Meine Ursel ist gegangen

  • Lieber Dieter,


    sie sind da. Immer. Wir sehen sie nicht und spüren sie auch nicht immer. Leider. Aber sie sind bei uns. Von Deiner Ursel kam ein berührendes Zeichen für Dich, und die Minimini wird auch wieder zu Dir kommen. Du konntest ihr nicht erklären warum Du sie festhalten mußtest, aber sie hat ja gemerkt daß sie wieder frei war.
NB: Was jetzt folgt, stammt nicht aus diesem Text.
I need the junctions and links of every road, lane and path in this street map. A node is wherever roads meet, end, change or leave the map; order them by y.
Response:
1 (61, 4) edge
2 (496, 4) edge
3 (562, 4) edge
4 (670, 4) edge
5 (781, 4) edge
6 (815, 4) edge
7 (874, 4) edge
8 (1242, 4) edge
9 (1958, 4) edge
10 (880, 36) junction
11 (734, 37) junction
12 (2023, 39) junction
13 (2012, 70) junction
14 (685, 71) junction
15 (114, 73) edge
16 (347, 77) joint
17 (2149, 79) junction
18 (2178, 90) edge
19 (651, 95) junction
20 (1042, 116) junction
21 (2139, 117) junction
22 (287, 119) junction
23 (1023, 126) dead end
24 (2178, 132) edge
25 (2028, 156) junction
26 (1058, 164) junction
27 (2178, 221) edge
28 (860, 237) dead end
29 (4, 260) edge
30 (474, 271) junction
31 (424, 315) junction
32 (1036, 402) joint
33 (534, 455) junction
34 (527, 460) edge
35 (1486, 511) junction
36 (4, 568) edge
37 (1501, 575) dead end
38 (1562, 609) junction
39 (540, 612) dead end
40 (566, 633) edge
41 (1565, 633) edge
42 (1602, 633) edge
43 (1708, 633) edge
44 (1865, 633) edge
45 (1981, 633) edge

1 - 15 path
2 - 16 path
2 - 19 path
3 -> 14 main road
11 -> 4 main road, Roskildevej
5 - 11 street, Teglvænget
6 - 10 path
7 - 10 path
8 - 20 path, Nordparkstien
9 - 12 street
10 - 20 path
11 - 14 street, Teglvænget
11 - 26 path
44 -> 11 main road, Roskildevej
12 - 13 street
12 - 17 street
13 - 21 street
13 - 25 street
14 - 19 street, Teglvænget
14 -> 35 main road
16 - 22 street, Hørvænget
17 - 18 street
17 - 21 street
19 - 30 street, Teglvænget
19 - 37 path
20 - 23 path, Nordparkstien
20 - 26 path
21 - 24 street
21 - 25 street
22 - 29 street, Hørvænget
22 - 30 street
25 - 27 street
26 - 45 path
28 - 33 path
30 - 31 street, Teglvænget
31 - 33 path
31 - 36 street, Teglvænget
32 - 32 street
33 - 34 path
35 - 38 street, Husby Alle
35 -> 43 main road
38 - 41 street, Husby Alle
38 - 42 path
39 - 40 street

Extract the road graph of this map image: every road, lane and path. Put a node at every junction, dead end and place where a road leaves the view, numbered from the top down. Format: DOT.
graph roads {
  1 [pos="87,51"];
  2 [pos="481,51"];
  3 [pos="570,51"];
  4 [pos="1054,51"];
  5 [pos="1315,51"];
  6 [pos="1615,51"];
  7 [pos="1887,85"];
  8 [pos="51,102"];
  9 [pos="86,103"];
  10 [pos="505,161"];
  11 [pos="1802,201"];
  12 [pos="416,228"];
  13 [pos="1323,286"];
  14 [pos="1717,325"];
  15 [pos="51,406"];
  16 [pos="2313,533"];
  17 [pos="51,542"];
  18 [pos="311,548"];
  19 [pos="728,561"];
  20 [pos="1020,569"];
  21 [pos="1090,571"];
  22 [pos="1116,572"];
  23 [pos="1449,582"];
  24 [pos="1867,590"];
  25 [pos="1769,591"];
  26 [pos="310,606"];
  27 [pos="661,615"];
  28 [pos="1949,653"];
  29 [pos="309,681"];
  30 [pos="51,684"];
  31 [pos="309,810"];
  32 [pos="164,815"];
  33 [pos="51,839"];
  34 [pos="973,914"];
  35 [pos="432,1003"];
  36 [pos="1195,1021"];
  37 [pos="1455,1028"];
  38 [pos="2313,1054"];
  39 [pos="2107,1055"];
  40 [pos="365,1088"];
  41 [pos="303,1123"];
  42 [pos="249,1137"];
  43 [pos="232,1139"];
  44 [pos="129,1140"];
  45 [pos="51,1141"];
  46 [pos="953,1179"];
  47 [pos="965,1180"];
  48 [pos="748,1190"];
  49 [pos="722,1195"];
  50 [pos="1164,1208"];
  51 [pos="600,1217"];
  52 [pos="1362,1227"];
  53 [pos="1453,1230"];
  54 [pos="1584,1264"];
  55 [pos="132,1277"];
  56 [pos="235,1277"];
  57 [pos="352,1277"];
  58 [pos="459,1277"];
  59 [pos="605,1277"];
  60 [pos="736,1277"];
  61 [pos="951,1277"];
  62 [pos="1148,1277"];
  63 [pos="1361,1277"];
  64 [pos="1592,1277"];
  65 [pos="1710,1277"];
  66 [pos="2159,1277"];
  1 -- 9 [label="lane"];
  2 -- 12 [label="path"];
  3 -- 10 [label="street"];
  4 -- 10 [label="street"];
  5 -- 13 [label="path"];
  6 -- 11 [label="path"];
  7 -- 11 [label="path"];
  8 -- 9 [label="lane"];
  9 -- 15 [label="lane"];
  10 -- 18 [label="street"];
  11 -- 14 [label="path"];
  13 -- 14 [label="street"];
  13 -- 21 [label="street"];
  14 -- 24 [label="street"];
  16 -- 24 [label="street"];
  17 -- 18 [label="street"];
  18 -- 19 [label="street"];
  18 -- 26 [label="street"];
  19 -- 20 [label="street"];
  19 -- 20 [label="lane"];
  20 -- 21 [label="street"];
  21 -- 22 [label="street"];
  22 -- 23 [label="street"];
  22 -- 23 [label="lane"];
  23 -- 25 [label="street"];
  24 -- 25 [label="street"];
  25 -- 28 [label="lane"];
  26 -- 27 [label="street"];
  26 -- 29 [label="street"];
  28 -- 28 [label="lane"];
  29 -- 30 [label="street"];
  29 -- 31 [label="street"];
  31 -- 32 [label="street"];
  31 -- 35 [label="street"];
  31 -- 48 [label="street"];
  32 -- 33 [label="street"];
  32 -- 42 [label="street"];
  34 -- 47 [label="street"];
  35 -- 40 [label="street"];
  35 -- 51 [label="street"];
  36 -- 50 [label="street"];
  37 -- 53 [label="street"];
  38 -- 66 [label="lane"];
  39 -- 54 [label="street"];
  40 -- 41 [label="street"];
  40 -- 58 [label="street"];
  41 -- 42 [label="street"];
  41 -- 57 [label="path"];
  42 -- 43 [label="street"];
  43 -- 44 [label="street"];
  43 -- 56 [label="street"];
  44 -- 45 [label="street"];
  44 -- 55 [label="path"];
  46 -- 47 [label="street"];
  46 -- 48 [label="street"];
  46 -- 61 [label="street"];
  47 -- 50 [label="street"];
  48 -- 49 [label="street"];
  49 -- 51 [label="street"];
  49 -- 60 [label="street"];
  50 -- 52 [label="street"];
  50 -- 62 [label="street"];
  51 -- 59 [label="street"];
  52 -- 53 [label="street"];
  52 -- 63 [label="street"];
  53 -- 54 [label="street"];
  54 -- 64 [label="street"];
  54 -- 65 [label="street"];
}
    Ich brauche auch keine Beweise mehr, und ich freue mich für Dich.


    Liebe Grüße

    Lilifee

  • Hallo Ihr Lieben,


    ich habe vor gut 50 Jahren eine Ausbildung zum Erzieher gemacht, in dem Beruf aber nur ein Jahr gearbeitet weil ich ein Angebot bekam als Tourneeleiter für eine Konzertagentur zu arbeiten. Ein Angebot das ich nicht ablehnen konnte als Fan von Rockmusik. Nach dieser Zeit arbeitete ich dann als Taxifahrer. Ich hatte über lange Jahre eine Stammkundin. Als ich dann in Rente ging blieb ein loser Kontakt mit dieser Frau über WhatsApp oder gelegentlichen Telefonaten.

    Vor ein paar Wochen bekam ich eine WhatsApp-Nachricht in der sie mir von einer merkwürdigen Begebenheit erzählte. Sie war zu einer Veranstaltung eines sehr bekannten Mediums - er heißt Paul Meek - eingeladen. Dieser Paul Meek stellt in seinen Veranstaltungen Kontakte zu Verstorbenen her deren Angehörige anwesend sind. Meine Stammkundin, die von Ursels Fortgehen wusste, überlegte ob sie mich dazu einladen sollte, verwarf diesen Gedanken aber wieder weil sie dem Ganzen skeptisch gegenüber war. Sie war dann an diesem Abend erstaunt was das Medium den anwesenden Angehörigen übermitteln konnte.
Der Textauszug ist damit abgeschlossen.